» **What you will do**: In the records that follow, find each line with "الغشامية" and pull it out.

[Records from a dataset]

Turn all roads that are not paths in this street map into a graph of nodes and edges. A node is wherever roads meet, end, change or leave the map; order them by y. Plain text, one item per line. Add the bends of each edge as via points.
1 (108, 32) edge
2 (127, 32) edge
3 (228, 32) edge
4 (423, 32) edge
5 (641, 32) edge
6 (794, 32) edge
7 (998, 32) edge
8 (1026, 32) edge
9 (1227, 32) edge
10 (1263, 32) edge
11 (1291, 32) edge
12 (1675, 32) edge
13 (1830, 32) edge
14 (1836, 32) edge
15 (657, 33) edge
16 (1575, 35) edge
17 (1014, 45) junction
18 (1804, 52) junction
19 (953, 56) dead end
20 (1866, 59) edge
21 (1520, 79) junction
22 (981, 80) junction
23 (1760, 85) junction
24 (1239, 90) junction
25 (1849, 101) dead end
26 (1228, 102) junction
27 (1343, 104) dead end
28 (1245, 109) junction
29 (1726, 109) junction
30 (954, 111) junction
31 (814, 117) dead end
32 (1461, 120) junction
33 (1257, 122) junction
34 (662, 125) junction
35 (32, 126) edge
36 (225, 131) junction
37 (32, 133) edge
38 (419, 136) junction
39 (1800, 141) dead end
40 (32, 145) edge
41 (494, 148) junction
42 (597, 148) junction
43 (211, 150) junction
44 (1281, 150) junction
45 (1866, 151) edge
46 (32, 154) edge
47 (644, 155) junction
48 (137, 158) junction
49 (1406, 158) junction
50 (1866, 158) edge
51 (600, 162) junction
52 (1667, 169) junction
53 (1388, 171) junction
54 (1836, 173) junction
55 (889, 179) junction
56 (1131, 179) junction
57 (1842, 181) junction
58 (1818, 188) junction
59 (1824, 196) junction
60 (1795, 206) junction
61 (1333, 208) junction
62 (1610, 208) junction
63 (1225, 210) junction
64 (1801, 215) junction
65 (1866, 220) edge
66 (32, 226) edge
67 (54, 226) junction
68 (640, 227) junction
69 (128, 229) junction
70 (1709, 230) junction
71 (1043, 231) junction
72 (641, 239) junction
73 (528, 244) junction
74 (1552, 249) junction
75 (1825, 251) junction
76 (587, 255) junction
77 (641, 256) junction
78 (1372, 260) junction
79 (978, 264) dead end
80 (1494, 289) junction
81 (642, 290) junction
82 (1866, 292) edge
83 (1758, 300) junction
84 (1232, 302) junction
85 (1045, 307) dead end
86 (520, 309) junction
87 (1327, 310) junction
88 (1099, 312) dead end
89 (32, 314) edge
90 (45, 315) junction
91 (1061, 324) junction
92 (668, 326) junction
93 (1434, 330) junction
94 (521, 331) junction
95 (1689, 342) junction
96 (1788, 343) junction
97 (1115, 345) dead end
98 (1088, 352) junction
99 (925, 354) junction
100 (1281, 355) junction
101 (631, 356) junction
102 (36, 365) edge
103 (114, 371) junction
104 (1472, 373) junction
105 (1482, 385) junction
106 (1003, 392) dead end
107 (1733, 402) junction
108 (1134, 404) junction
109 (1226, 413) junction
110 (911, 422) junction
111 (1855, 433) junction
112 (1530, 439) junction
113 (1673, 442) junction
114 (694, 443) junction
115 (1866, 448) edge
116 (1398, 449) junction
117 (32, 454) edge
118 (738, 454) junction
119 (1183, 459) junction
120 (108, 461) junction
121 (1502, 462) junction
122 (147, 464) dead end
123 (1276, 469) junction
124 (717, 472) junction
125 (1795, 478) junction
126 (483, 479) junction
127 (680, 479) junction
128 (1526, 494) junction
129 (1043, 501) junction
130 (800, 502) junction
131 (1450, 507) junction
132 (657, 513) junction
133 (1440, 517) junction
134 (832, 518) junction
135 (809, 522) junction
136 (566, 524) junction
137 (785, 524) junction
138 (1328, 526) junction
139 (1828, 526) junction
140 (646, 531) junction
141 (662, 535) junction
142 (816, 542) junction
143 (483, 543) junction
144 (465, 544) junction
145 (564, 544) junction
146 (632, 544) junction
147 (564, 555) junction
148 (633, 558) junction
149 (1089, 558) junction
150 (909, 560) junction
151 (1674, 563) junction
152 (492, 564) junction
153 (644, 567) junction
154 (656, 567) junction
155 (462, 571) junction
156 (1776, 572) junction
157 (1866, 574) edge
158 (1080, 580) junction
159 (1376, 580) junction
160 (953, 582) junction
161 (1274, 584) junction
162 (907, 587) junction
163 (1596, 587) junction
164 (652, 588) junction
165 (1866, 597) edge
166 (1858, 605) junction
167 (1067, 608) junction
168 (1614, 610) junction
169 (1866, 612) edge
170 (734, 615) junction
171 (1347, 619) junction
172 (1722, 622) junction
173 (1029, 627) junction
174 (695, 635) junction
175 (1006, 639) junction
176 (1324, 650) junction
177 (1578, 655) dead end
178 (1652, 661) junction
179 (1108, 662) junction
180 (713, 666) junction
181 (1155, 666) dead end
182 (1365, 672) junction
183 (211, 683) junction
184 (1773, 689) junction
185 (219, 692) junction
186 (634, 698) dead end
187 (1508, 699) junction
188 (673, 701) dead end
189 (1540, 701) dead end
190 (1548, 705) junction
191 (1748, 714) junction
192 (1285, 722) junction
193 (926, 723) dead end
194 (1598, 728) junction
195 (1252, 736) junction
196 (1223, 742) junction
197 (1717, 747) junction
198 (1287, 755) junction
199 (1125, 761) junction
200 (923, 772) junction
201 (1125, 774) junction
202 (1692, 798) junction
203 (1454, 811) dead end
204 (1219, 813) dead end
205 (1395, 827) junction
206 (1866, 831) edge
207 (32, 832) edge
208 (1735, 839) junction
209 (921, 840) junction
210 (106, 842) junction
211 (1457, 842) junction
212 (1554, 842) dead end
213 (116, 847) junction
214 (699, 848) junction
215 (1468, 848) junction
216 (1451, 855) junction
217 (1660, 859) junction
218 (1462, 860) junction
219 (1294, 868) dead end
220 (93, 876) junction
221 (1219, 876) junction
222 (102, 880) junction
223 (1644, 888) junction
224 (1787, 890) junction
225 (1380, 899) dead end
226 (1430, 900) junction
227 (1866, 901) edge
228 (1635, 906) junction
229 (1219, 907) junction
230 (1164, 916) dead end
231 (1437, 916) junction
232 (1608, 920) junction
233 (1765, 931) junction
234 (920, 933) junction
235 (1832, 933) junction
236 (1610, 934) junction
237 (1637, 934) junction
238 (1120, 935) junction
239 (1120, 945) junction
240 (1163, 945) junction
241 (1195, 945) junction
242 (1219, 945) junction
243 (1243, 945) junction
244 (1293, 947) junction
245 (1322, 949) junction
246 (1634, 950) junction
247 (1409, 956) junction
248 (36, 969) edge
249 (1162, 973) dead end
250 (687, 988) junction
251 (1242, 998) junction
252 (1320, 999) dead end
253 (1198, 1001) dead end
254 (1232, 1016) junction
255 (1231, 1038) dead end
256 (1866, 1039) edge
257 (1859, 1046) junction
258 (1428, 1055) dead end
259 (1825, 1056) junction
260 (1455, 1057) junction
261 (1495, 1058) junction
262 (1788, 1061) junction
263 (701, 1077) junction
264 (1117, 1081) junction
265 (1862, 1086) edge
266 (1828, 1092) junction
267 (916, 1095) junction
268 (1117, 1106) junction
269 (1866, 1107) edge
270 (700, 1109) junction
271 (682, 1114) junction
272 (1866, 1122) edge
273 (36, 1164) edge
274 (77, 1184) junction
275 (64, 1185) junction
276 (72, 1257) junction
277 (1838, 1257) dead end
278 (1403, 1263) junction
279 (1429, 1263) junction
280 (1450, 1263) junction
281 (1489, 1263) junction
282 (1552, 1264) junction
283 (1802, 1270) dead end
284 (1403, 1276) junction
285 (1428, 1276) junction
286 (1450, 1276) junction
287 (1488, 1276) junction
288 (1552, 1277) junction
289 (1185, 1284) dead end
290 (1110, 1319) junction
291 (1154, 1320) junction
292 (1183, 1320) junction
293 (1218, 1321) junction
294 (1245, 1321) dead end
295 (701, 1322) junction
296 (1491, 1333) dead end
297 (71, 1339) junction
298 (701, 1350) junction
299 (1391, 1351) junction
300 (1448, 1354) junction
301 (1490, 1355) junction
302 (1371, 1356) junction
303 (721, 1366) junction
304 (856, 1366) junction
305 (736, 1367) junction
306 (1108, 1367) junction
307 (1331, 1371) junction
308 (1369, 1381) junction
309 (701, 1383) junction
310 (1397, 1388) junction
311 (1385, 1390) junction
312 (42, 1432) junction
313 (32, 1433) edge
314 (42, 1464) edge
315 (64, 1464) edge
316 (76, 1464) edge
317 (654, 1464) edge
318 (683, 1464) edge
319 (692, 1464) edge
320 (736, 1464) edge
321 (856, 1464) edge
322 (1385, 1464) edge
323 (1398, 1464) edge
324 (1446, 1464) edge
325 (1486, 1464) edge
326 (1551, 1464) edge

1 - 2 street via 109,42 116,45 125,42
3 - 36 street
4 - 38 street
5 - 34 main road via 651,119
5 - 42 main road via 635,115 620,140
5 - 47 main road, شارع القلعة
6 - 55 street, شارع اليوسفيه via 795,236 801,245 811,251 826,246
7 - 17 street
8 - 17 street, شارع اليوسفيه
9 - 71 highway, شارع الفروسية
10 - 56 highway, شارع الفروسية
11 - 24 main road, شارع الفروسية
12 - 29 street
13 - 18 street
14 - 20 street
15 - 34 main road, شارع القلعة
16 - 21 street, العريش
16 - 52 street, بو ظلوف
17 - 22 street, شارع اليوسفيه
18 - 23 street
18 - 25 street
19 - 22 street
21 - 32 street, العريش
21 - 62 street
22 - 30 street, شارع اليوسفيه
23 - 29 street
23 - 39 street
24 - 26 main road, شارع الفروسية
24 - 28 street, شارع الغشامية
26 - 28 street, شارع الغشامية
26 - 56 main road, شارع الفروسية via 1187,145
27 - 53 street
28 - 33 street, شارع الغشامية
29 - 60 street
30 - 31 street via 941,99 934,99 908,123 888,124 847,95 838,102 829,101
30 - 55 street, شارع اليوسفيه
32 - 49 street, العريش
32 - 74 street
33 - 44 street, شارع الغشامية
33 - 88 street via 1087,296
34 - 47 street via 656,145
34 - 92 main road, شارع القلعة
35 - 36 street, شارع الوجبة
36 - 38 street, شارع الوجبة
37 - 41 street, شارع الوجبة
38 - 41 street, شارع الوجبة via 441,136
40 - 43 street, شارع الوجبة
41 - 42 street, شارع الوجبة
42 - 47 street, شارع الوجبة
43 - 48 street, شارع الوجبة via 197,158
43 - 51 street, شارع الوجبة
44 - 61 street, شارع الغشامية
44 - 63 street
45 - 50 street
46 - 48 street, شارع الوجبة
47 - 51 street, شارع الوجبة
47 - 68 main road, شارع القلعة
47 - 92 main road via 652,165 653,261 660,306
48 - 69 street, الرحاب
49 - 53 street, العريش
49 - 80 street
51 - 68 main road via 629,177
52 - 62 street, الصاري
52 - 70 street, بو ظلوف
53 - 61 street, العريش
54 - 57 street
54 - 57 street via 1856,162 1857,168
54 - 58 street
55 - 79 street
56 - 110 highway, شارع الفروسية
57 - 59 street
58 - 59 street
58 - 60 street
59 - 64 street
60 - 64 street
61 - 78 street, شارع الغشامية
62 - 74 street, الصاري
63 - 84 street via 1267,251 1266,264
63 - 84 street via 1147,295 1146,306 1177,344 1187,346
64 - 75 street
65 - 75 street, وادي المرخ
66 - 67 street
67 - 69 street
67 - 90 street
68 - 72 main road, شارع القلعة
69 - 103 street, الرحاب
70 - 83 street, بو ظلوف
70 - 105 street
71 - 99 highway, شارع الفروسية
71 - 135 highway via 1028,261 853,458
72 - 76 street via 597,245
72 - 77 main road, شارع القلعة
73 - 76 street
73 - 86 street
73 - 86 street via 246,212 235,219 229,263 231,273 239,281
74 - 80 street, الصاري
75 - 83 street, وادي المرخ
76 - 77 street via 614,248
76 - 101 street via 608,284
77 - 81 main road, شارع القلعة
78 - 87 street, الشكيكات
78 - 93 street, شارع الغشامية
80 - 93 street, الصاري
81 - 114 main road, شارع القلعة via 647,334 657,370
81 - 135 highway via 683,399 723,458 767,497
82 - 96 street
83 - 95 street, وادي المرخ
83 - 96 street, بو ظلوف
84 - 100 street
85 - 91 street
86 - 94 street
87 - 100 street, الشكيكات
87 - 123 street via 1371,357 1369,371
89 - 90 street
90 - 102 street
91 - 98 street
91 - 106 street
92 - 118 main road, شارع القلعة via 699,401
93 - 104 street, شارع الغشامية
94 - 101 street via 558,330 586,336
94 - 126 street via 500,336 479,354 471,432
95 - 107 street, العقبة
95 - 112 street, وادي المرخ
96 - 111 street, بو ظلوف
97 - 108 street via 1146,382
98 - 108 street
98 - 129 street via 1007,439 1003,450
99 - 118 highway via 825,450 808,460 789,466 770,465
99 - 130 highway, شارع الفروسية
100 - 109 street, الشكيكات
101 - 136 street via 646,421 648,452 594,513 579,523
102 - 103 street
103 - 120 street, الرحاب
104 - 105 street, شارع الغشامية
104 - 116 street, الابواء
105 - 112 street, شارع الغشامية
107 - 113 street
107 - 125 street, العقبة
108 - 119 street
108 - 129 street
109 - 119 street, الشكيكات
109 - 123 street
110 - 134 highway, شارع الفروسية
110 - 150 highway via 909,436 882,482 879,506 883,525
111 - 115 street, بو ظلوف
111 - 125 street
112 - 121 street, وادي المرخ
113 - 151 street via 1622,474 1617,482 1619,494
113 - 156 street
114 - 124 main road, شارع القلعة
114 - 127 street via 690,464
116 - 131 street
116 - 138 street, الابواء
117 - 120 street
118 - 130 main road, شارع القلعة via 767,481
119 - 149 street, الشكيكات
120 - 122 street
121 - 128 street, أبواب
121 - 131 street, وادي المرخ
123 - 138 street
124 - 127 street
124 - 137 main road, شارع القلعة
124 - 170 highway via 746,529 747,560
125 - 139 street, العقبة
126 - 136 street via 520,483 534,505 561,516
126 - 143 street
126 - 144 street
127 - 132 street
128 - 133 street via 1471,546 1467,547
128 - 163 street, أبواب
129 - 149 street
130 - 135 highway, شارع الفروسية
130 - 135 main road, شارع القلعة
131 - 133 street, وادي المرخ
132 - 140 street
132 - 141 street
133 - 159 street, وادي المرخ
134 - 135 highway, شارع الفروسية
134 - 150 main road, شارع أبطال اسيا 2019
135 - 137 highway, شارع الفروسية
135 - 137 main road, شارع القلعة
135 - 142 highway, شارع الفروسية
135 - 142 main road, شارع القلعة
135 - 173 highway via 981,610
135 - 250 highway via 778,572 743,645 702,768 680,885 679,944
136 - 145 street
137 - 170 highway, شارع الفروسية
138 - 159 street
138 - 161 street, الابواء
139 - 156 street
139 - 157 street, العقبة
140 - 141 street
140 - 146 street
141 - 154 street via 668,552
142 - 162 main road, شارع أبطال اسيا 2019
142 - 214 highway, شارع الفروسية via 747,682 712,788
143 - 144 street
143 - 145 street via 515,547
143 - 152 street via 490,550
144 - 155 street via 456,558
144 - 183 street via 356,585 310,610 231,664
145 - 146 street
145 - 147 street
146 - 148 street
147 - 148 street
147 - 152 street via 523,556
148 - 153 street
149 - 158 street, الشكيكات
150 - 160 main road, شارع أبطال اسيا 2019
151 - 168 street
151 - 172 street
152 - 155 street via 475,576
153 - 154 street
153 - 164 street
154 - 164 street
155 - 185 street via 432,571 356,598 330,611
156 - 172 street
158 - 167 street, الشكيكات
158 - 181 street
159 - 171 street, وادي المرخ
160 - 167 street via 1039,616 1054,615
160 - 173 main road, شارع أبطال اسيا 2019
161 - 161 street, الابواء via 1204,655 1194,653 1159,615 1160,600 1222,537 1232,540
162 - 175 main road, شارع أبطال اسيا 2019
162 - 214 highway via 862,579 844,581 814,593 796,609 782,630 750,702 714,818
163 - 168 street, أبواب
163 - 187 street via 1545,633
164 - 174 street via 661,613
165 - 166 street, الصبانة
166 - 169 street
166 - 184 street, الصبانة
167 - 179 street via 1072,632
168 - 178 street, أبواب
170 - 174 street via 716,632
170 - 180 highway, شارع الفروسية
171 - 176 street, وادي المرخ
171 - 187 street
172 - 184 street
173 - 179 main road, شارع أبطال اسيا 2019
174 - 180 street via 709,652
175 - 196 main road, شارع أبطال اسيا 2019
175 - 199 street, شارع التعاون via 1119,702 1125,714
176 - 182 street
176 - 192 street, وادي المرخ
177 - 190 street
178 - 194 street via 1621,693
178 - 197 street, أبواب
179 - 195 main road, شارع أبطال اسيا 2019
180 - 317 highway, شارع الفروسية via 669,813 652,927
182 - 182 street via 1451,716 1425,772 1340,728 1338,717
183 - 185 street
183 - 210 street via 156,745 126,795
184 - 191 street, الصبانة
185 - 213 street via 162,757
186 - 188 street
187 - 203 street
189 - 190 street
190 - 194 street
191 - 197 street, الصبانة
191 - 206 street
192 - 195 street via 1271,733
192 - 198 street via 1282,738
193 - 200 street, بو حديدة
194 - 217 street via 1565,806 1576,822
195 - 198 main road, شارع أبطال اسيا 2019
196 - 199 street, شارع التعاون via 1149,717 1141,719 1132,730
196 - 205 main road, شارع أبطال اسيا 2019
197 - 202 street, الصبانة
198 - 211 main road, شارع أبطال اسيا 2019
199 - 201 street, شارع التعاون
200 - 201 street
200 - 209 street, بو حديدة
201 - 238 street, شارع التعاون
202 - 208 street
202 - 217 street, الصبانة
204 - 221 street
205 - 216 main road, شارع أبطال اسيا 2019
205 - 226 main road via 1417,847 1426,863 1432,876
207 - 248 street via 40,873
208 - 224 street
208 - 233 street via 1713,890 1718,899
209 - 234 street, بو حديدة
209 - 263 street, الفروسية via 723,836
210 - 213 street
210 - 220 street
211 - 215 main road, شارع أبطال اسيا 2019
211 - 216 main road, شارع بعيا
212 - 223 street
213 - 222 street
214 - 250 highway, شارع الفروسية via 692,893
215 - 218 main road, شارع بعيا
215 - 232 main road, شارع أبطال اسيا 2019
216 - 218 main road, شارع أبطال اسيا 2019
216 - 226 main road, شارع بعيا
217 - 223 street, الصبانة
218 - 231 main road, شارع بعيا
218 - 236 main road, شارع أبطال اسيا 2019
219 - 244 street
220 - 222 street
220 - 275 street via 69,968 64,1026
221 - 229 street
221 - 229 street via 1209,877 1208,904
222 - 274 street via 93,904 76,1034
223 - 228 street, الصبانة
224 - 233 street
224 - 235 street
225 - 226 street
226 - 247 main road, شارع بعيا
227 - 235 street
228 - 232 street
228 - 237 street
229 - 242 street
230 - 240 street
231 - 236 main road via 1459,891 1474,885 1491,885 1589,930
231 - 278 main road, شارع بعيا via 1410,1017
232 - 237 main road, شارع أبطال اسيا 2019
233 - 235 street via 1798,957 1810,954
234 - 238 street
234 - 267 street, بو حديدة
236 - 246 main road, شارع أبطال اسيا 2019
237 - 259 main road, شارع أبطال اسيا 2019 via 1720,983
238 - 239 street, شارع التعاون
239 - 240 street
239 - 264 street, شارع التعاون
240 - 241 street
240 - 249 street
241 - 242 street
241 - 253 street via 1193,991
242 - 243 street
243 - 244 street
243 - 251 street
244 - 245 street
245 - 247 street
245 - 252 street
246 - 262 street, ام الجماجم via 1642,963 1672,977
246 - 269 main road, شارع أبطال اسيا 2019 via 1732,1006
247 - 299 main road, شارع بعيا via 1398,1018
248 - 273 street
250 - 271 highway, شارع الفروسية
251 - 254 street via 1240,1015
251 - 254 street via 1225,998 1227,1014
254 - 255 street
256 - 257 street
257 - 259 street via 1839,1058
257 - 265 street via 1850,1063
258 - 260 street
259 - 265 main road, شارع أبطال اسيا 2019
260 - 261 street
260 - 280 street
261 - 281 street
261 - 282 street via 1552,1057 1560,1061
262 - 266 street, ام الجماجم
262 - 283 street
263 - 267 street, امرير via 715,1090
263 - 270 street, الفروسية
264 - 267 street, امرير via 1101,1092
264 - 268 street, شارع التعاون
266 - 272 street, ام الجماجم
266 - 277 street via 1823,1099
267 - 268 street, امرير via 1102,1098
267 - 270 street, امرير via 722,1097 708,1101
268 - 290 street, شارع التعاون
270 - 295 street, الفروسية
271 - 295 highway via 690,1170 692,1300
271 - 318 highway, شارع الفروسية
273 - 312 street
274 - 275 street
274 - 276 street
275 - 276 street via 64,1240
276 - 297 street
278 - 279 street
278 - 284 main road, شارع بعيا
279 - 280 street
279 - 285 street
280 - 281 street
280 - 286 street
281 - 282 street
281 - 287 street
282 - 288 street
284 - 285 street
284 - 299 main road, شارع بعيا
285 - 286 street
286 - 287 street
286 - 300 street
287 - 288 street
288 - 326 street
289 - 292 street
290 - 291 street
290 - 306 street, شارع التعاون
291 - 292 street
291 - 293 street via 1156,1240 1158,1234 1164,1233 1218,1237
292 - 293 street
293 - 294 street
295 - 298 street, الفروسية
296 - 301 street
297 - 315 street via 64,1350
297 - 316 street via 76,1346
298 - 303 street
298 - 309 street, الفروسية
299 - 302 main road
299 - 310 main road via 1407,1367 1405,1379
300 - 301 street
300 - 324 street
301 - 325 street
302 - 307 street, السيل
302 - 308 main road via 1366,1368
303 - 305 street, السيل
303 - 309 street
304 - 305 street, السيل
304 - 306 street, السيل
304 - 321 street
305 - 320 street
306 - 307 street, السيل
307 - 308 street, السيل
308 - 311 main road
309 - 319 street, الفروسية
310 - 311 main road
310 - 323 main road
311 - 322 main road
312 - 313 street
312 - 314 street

» **Solution for this problem**:
24 - 28 street, شارع الغشامية
26 - 28 street, شارع الغشامية
28 - 33 street, شارع الغشامية
33 - 44 street, شارع الغشامية
44 - 61 street, شارع الغشامية
61 - 78 street, شارع الغشامية
78 - 93 street, شارع الغشامية
93 - 104 street, شارع الغشامية
104 - 105 street, شارع الغشامية
105 - 112 street, شارع الغشامية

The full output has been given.